Kurzum, ja, den braucht es. Seine Ausstellung »Smiling Jack« in der Galerie Karl Pfefferle beweist dies. Es empfielt sich ein sonniger Herbsttag zum Besuch der Galerieräume im Hinterhof der wuseligen Reichenbachstraße – der Schock und die Sogwirkung der surrealen Arbeiten Lynchs zeigen dann nämlich ihren wirkungsvollsten Effekt auf den Ausstellungsbesucher: Sie leben von diesem Bruch, was darin begründet sein mag, dass Lynch seine teils ins Aberwitzige gesteigerten Alptraumvisionen auch von den heiteren Höhen seines Studios in den Hollywood Hills aus in die Kino- und Kunstwelt entlässt.
In »Smiling Jack« sind es neben Ölmalerei und Mischtechnik vor allem Aquarelle auf Papier, die das Zusammenspiel von Lynchs künstlerischem Schaffen und seinem Output als Filmemacher offenbaren.
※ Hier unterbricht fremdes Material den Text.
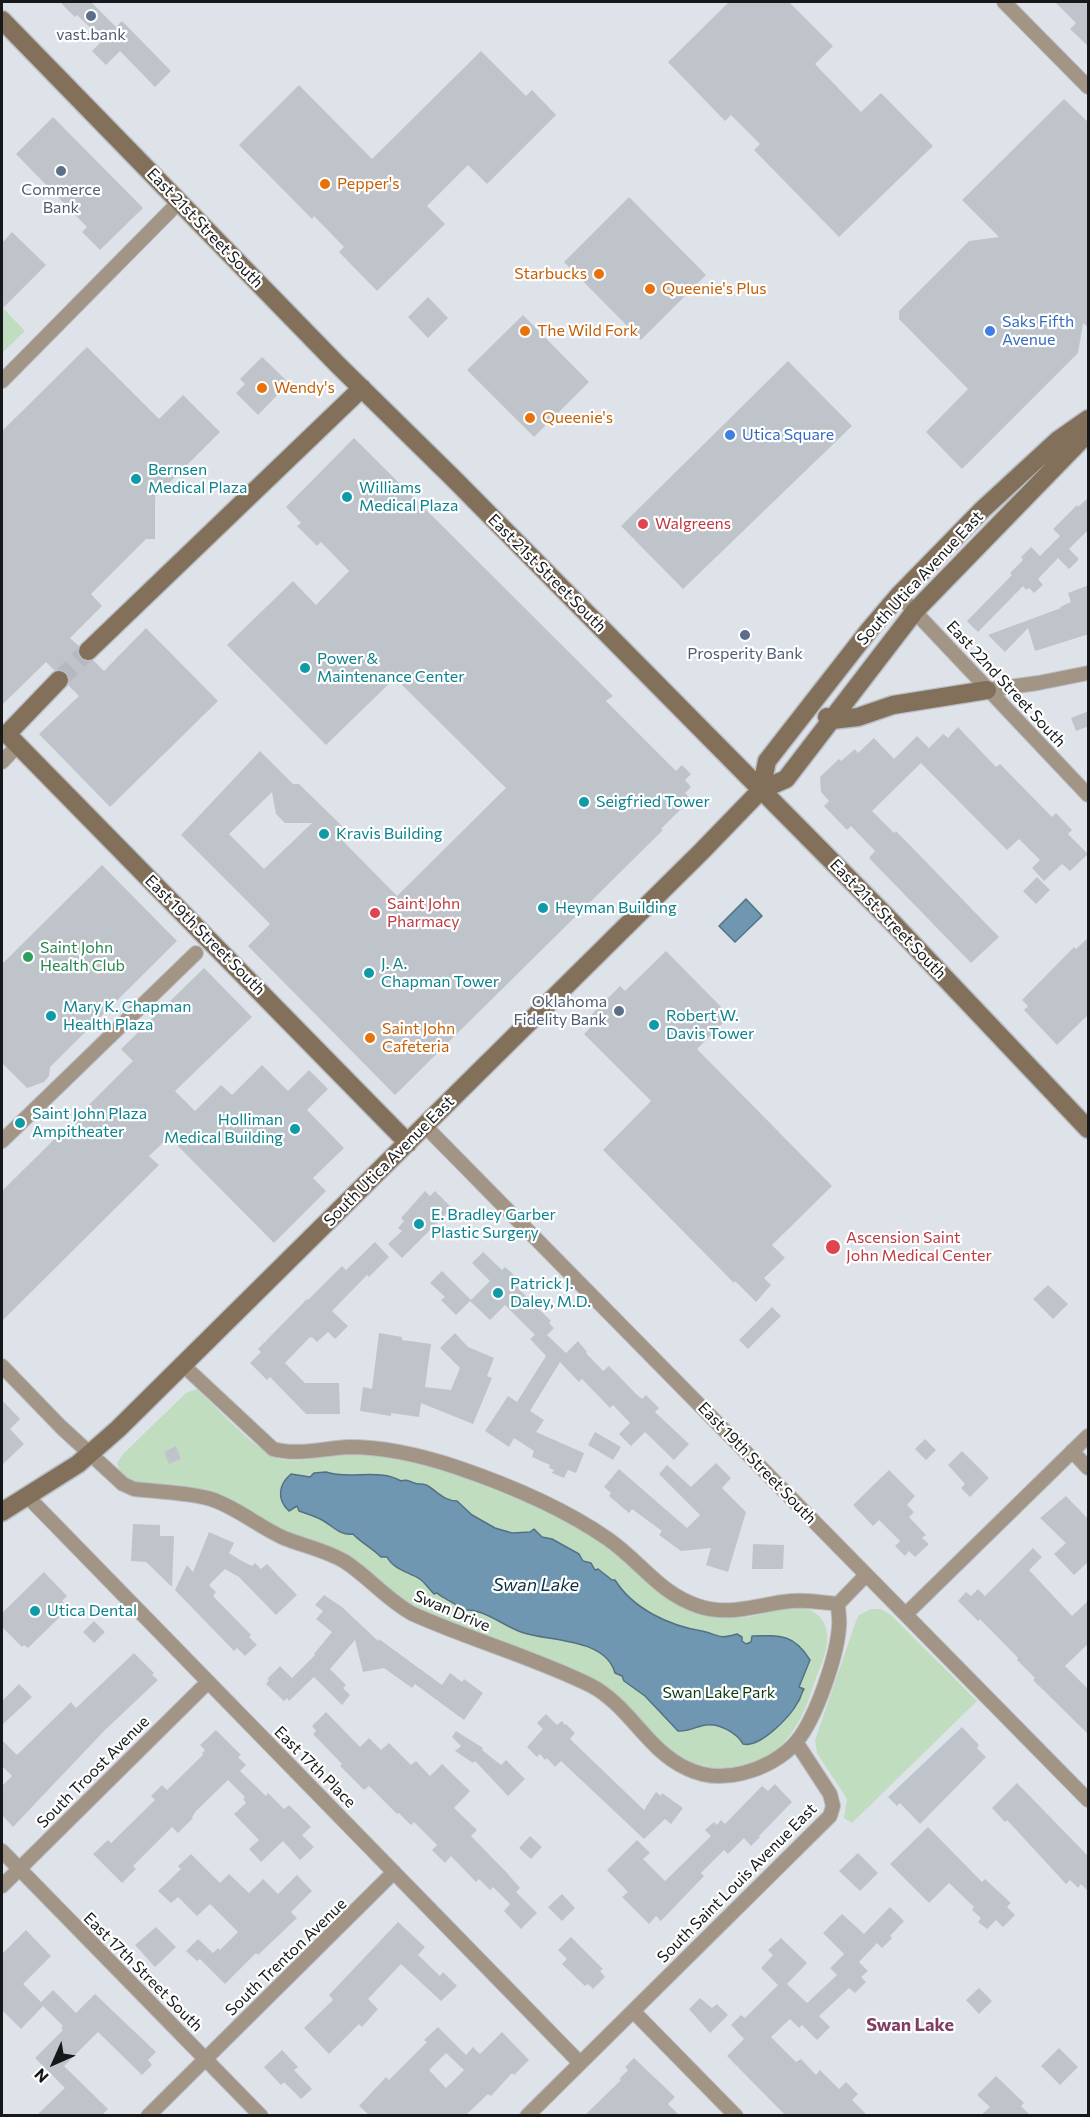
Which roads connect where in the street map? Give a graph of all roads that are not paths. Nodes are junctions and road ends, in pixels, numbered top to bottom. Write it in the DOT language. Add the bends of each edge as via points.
graph roads {
  1 [pos="1004,2"];
  2 [pos="2,20"];
  3 [pos="1089,87"];
  4 [pos="179,202"];
  5 [pos="2,381"];
  6 [pos="362,388"];
  7 [pos="1089,419"];
  8 [pos="1089,433"];
  9 [pos="899,595"];
  10 [pos="915,611"];
  11 [pos="88,651"];
  12 [pos="1089,673"];
  13 [pos="59,680"];
  14 [pos="987,690"];
  15 [pos="811,705"];
  16 [pos="832,720"];
  17 [pos="9,736"];
  18 [pos="2,762"];
  19 [pos="761,790"];
  20 [pos="1089,795"];
  21 [pos="196,953"];
  22 [pos="425,1126"];
  23 [pos="1089,1129"];
  24 [pos="2,1141"];
  25 [pos="408,1143"];
  26 [pos="183,1365"];
  27 [pos="2,1366"];
  28 [pos="1089,1436"];
  29 [pos="1072,1451"];
  30 [pos="90,1455"];
  31 [pos="1089,1468"];
  32 [pos="26,1495"];
  33 [pos="2,1512"];
  34 [pos="866,1575"];
  35 [pos="838,1604"];
  36 [pos="906,1614"];
  37 [pos="208,1682"];
  38 [pos="796,1742"];
  39 [pos="1089,1800"];
  40 [pos="2,1851"];
  41 [pos="19,1869"];
  42 [pos="394,1872"];
  43 [pos="2,1886"];
  44 [pos="633,2011"];
  45 [pos="206,2059"];
  46 [pos="580,2063"];
  47 [pos="148,2115"];
  48 [pos="261,2115"];
  49 [pos="527,2115"];
  50 [pos="736,2115"];
  1 -- 3 [label="street"];
  2 -- 4 [label="main road, East 21st Street South"];
  4 -- 5 [label="street"];
  4 -- 6 [label="main road, East 21st Street South"];
  6 -- 11 [label="main road"];
  6 -- 19 [label="main road, East 21st Street South"];
  7 -- 9 [label="main road, South Utica Avenue East" via="1058,440 982,510"];
  8 -- 10 [label="main road, South Utica Avenue East"];
  9 -- 10 [label="street, East 22nd Street South"];
  9 -- 15 [label="main road, South Utica Avenue East"];
  10 -- 14 [label="street, East 22nd Street South"];
  10 -- 16 [label="main road, South Utica Avenue East"];
  12 -- 14 [label="street"];
  13 -- 17 [label="main road"];
  14 -- 16 [label="main road" via="893,705 858,717"];
  14 -- 20 [label="street, East 22nd Street South"];
  15 -- 16 [label="main road"];
  15 -- 19 [label="main road, South Utica Avenue East" via="767,761"];
  16 -- 19 [label="main road, South Utica Avenue East" via="786,779"];
  17 -- 18 [label="street"];
  17 -- 25 [label="main road, East 19th Street South"];
  19 -- 22 [label="main road, South Utica Avenue East"];
  19 -- 23 [label="main road, East 21st Street South"];
  21 -- 24 [label="street"];
  22 -- 25 [label="main road, South Utica Avenue East"];
  22 -- 34 [label="street, East 19th Street South"];
  25 -- 26 [label="main road, South Utica Avenue East"];
  26 -- 30 [label="main road, South Utica Avenue East"];
  26 -- 35 [label="street" via="273,1449 285,1453 350,1447 381,1449 457,1467 553,1506 583,1523 628,1554 666,1591 701,1607 747,1610 808,1600"];
  27 -- 30 [label="street"];
  28 -- 29 [label="street"];
  29 -- 31 [label="street"];
  29 -- 36 [label="street"];
  30 -- 32 [label="main road, South Utica Avenue East"];
  30 -- 38 [label="street, Swan Drive" via="123,1484 224,1504 275,1534 344,1562 413,1614 593,1687 669,1759 686,1769 701,1774 735,1775 767,1764"];
  32 -- 33 [label="main road, South Utica Avenue East"];
  32 -- 37 [label="street, East 17th Place"];
  34 -- 35 [label="street"];
  34 -- 36 [label="street, East 19th Street South"];
  35 -- 38 [label="street" via="839,1627 832,1660 809,1724"];
  36 -- 39 [label="street, East 19th Street South"];
  37 -- 41 [label="street, South Troost Avenue"];
  37 -- 42 [label="street, East 17th Place"];
  38 -- 44 [label="street, South Saint Louis Avenue East" via="830,1794 834,1806 830,1816"];
  40 -- 41 [label="street, East 17th Street South"];
  41 -- 43 [label="street, South Troost Avenue"];
  41 -- 45 [label="street, East 17th Street South"];
  42 -- 45 [label="street, South Trenton Avenue"];
  42 -- 46 [label="street, East 17th Place"];
  44 -- 46 [label="street, South Saint Louis Avenue East"];
  44 -- 50 [label="street"];
  45 -- 47 [label="street, South Trenton Avenue"];
  45 -- 48 [label="street, East 17th Street South"];
  46 -- 49 [label="street, South Saint Louis Avenue East"];
}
Es ist kein zufälliger Zusammenhang. Lynchs Künstlerlaufbahn begann mit der Malerei und dem Kunststudium an der Pennsylvania Academy of Fine Arts in Philadelphia, wo den Studenten aber schon bald die Sehnsucht nach dem Bewegtbild umtrieb, die ihn auf Umwegen in den 70ern in die Filmstadt L.A. und ans American Film Institute brachte. Lynchs Sujets sind seit dieser Zeit beständig: Metamorphosen, der Horror des Unbewussten und, immer wieder, der jähe Einbruch des Realen, der beständige Schock, der in die
Beschaulichkeit der Existenz einbricht und den Traum von der großen Happiness gründlich vernichtet – David Lynchs Werk liest sich wie ein einziger nicht enden wollender böser Witz über den amerikanischen Traum. In der Ausstellung handeln Arbeiten wie der titelgebende »Smiling Jack«, »All I Want From Christmas is Two Front Teeth« oder »Who is in My House«hiervon. Durchbrochen werden die Papierarbeiten von Wortfetzen, Sentenzen, die sich nicht selten wie unheimliche Imperative lesen. Von wem gesprochen?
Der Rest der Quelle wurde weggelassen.